Dataset entries:

• • • •

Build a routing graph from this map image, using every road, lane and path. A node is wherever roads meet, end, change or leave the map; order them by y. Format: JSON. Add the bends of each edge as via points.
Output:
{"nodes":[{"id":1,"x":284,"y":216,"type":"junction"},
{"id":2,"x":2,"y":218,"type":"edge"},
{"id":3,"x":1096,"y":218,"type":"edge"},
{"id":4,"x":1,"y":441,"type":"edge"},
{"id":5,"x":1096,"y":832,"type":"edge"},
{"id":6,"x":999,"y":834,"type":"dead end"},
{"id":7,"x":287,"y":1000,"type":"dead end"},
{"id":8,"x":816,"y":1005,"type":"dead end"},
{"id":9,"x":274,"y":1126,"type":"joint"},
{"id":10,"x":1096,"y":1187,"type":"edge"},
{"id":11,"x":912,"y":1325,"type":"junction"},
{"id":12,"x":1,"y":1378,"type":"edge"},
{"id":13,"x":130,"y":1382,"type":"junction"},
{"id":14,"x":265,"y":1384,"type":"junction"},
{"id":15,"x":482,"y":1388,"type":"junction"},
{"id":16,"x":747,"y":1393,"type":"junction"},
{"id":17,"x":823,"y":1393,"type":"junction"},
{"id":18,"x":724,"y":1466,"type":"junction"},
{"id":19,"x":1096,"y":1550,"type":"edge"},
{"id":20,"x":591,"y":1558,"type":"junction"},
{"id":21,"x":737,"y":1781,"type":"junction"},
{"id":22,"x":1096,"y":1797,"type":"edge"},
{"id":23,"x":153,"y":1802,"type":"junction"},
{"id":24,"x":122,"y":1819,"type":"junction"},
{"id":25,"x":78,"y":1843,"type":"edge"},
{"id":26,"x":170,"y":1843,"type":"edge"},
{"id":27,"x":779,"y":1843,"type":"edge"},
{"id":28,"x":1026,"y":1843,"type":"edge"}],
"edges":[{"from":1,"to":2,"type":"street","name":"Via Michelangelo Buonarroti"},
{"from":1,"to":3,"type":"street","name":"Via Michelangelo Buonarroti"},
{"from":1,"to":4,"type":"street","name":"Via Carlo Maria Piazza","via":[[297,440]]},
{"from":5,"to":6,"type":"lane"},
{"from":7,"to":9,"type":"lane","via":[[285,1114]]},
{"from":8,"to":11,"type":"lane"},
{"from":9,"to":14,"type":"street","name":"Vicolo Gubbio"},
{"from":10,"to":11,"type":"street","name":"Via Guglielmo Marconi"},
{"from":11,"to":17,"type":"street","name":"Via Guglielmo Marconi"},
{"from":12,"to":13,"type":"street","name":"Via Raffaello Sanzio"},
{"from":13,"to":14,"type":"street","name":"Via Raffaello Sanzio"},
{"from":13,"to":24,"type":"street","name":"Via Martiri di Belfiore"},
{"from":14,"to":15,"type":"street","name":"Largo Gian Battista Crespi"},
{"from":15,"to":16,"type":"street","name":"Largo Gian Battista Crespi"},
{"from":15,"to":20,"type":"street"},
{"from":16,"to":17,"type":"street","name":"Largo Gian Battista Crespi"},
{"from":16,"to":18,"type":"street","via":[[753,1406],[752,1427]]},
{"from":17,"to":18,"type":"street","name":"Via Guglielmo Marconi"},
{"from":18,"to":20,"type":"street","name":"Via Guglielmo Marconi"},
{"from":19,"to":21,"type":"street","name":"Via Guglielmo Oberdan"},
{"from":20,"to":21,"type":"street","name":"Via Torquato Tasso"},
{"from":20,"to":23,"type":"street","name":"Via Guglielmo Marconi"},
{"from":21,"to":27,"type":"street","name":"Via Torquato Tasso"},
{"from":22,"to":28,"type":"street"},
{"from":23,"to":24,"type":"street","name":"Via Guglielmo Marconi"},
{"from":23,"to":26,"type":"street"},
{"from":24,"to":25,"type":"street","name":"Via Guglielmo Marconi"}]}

• • • •

INSTRUCTIONS FOR THE TASK: Scan the records above and report how many lines include the word "Guglielmo", without any other text.

RESPONSE BOX: 8